Marina had grabbed on to Faith's mane like a lifeline as the mere galloped all the way to the middle of town. Her horn, not bright, but yet lit the way as if night time were as visible as when the sun gleamed. Once Marina saw the mob she jumped off of the unicorn in a haste, her legs nearly collapsing on impact, yet she ran and ran and pushed her way through the sea of angered bodies like a warship. "No!" she yelled seeing Aidan tied to a wooden pole in the town square. "Aidan, what have you done?" she asked frantically and her eyes filled with tears. His beaten body barely even sensed her presence. "Aidan!" He finally heard her within the mobs' hate,"Kill the witch! Kill the witch! Kill the wi-" he looked at her through swollen eyes, and just shrugged.

Some of the men had started dousing him with oil, the priest took one of the many torches offered by the crowd. "Any last words, witch boy?"

"I- I'm innocent." he managed to say through a broken jaw.

"Not anymore." the priest whispered with a smirk.

He then turned to the crowd but still addressed him. "May God have mercy on your soul."

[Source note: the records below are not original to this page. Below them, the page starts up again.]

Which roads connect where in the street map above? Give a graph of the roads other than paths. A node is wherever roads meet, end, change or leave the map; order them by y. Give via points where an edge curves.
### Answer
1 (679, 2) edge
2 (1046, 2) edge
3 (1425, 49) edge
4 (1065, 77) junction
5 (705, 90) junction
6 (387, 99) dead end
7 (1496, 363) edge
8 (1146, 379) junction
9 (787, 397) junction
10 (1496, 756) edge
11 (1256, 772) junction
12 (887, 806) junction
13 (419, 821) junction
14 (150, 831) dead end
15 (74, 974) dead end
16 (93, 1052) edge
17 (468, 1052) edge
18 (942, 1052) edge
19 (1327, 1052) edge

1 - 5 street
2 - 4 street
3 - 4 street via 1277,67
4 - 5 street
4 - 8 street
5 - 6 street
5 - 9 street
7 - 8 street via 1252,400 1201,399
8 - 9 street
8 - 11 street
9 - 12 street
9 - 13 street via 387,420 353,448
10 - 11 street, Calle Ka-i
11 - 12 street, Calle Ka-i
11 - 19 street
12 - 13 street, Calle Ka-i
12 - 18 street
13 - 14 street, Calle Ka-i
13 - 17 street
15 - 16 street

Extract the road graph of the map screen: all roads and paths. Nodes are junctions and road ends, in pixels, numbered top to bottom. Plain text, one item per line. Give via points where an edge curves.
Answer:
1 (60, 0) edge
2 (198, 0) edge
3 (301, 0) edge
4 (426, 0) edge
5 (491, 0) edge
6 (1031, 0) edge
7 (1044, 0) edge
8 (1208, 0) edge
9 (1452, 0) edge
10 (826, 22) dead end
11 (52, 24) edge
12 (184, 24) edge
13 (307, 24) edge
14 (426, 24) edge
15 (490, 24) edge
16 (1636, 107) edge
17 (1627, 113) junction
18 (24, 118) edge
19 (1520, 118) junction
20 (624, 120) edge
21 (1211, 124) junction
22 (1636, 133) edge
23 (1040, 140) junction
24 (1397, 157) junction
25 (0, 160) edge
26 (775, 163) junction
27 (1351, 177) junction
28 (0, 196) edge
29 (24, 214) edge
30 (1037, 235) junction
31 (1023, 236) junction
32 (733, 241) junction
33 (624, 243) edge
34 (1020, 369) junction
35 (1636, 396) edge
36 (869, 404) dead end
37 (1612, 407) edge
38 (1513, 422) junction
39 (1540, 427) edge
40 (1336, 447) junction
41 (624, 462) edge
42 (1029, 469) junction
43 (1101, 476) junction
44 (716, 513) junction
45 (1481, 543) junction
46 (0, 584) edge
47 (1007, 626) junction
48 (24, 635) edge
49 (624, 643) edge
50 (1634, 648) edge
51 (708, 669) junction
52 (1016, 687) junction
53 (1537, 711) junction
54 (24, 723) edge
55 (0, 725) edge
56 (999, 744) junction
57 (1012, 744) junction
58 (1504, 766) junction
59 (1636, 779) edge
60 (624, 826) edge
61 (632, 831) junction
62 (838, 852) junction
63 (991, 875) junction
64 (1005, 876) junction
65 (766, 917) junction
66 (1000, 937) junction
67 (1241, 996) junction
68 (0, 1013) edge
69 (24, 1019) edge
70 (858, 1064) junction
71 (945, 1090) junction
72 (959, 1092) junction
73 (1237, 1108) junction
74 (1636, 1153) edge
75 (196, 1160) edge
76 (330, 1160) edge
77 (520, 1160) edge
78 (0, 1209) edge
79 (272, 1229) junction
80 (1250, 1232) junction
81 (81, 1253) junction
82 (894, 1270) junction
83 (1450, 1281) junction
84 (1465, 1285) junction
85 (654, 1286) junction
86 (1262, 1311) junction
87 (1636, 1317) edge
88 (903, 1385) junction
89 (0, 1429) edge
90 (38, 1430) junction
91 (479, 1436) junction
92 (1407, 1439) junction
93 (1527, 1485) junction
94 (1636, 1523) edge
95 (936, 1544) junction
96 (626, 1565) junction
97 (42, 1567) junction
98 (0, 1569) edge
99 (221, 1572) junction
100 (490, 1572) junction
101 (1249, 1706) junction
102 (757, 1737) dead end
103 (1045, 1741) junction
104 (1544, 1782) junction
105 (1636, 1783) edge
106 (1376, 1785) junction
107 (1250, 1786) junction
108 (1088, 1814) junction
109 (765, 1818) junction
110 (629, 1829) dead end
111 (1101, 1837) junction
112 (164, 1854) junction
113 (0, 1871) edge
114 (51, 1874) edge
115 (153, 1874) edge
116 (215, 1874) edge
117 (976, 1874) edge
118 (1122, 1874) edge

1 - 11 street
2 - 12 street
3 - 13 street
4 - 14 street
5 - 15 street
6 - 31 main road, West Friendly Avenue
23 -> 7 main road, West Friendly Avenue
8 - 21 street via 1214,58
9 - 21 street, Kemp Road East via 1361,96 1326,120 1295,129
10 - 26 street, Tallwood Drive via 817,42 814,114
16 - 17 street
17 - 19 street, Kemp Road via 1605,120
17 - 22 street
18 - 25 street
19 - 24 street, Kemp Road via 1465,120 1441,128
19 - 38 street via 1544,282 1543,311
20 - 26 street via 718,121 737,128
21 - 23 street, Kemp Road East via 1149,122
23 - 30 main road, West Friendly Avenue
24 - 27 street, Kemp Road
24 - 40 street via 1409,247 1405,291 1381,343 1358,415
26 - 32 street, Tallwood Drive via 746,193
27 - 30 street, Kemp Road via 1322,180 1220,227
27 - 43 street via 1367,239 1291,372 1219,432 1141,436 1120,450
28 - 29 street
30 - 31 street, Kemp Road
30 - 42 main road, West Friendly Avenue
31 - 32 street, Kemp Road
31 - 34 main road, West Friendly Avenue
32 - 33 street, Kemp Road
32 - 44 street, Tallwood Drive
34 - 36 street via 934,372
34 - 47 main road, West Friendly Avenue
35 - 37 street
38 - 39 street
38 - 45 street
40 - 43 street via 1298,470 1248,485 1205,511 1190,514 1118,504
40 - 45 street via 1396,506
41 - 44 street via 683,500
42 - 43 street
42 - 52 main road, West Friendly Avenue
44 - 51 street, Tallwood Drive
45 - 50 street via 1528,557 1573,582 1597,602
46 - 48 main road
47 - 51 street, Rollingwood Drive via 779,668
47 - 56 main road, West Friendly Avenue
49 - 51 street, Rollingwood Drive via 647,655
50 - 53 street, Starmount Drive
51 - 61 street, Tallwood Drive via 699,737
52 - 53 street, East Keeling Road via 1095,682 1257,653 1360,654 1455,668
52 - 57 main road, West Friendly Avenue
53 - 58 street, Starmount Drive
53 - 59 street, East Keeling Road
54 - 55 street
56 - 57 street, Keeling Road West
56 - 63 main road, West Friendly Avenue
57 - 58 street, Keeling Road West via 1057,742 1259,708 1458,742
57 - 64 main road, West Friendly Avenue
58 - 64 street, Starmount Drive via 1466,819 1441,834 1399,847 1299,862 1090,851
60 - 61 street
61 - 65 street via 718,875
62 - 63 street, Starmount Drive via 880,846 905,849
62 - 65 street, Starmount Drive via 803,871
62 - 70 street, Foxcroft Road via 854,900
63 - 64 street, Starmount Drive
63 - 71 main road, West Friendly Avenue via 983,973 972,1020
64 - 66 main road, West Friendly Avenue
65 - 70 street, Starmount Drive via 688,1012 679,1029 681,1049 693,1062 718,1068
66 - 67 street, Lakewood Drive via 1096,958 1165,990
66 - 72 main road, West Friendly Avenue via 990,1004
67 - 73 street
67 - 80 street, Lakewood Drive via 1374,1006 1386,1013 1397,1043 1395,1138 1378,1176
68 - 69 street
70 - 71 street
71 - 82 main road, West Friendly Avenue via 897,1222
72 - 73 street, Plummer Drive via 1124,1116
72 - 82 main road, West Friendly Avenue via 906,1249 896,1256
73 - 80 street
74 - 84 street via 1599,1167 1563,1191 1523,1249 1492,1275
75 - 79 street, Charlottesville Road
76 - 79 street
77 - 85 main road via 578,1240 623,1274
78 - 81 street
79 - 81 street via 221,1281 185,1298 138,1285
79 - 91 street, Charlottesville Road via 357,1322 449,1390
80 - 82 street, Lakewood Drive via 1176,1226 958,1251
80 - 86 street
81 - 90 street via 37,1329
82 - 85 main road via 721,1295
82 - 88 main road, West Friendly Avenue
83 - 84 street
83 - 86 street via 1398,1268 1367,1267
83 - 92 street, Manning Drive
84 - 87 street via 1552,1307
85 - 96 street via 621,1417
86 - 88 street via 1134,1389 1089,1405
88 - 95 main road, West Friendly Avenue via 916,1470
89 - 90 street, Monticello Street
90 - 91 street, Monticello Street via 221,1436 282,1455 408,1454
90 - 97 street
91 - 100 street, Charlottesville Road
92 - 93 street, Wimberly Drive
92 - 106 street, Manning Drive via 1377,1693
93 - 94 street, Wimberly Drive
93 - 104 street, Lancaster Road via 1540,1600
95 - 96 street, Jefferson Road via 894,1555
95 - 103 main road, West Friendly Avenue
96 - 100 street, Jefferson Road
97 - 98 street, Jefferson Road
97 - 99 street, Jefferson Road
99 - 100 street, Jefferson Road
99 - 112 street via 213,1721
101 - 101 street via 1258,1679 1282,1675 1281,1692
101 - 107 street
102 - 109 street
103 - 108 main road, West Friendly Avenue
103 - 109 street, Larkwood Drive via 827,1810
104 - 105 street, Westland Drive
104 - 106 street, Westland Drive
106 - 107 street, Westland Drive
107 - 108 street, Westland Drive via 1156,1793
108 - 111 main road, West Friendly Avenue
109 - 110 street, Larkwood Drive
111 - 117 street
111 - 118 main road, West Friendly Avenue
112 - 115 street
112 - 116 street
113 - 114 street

"NO!" Marina screamed before he placed the torch at Aidan's feet and watched the beast eat away at his vitality like a rapacious parasite. His agonizing screams made angels and demons cry at their wake. The pain rose up his body reclaiming every part as its own. While the little clothes he had burned off his skin, his skin burned off his body and sizzled in it's evaporation. Marina covered her ears with her hands and closed her eyes, shrinking herself from the horror spectacle these advocates of peace produced and consumed like flies to manure. Crying she rocked herself on the dirty floor trying to keep Aidan's screams out of her head without ignoring his pain or his absence. His flesh was no more as it scorched into charcoal. Food for the dirt. His small amethyst cloak still sound on his shoulders, grasping for dear life.

In her sobs, nobody consoled her. No one had since she was five years old and she was acclimated. Until, at this moment, someone did. Father Porcius stood before her and offered his hand to hold. His shoulder to cry on. His body to purify through. From that moment bruised knees and teary eyes were a thing of the future. Clasped hands and hopeful whispers will bring her comfort. She will feel the liberation everyone else feels because that's what the church is for, to free yourself of culpability. Aidan could have told her that that path of Faith was the erroneous one, he had lived behind it for so many years, he would have known. But Marina will live in this bruised knees and teary eyed cycle until she is aware. Until it is too late and she realizes that she is the next witch.